As you can see, we can add a lot of logic in a gateway, and by abstracting it away from our applications, this makes everyone’s lives, so much easier!
Once we have a Gateway, we now need to define our routes. This is done in a separate CR called "SpringCloudGatewayRouteConfig". Lets see an example of what this may look like:
apiVersion: "tanzu.vmware.com/v1"
kind: SpringCloudGatewayRouteConfig
metadata:
name: suppliers-routes-config
spec:
service:
name: suppliers-api
routes:
- predicates:
- Path=/list-outgoing-payments/
- Method=GET
filters:
- RateLimit=2,10s
- CircuitBreaker="suppliersCircuitBreaker,forward:/alternative-payments-service"
- predicates:
- Path=/process-payment/*/supplier/**
- Method=POST,PUT,DELETE
ssoEnabled: true
As you can see, we can easily define, based on many characteristics of a request, how it should be handled.
The upside of splitting the route configuration from the gateway is huge, because the configuration at the gateway level, are the platform and IT teams concerns, while the routes themselves, are what developers own. by splitting these concerns into separate APIs, we give a much cleaner boundry and seperation of concerns between the relevant teams in the organization.
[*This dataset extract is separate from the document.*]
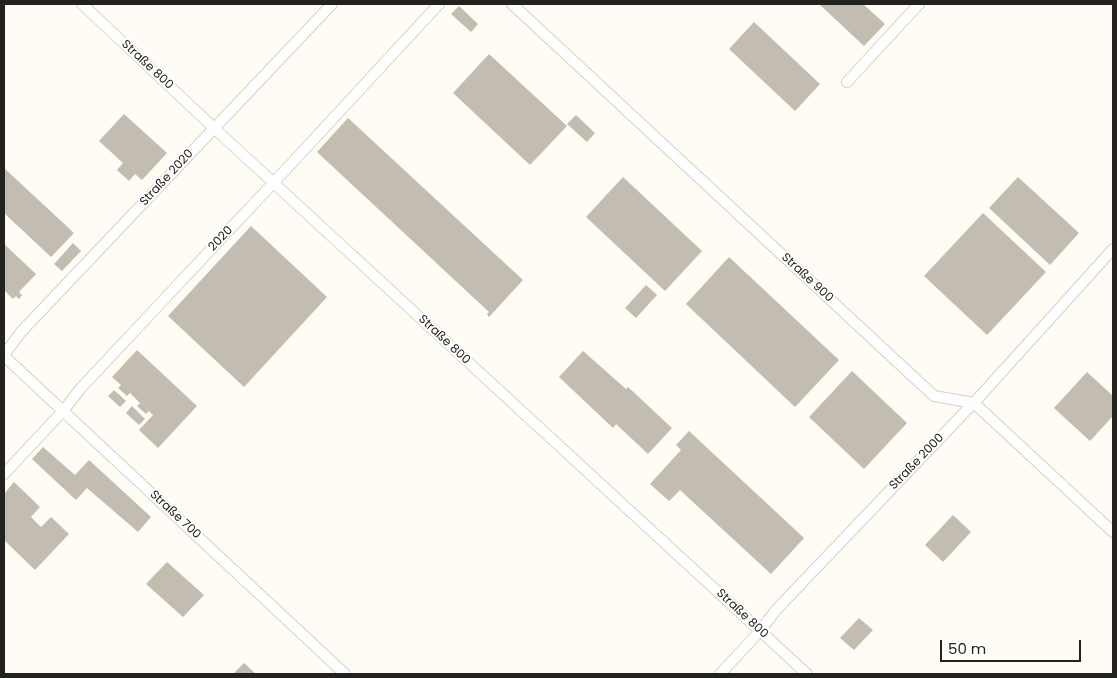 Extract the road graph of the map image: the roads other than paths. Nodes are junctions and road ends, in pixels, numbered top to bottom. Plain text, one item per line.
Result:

The final resource we have is the glue that stiches this all together which is the 3rd and final CR added as part of SCG which is called "SpringCloudGatewayMapping".
This resource simply binds a route configuration to a specific gateway.
This would for example look like:
apiVersion: "tanzu.vmware.com/v1"
kind: SpringCloudGatewayMapping
metadata:
name: suppliers-routes-mapping
spec:
gatewayRef:
name: my-advanced-api-gateway
namespace: platform-ops-system
routeConfigRef:
name: suppliers-routes-config
The power we get with SCG for kubernetes is amazing, and having it in a kubernetes native implementation, allows us to manage our API Gateway configuration using industry standards such as GitOps. We also, because this is being defined as a kubernetes resource, can apply any policy tooling to enforce certain organizational requirements. for Example we could create OPA based policies using Tanzu Mission control, that dont allow any routes without SSO enabled, or we could require cirtuit breaker configs to exist for every route.
Summary
Having SCG for Kubernetes now at our fingertips when using TAP unlocks a wide range of advanced use cases, making the possibilities endless.
SCG also integrate with App Live View, allowing us to easily visualize the status of our metrics directly in TAP GUI alongside our applications themselves!
I am truly excited to see how organizations adopt this technology in their own paths to production, and make everyone’s lives easier, while at the same time, increasing security, application resilience, and visibility!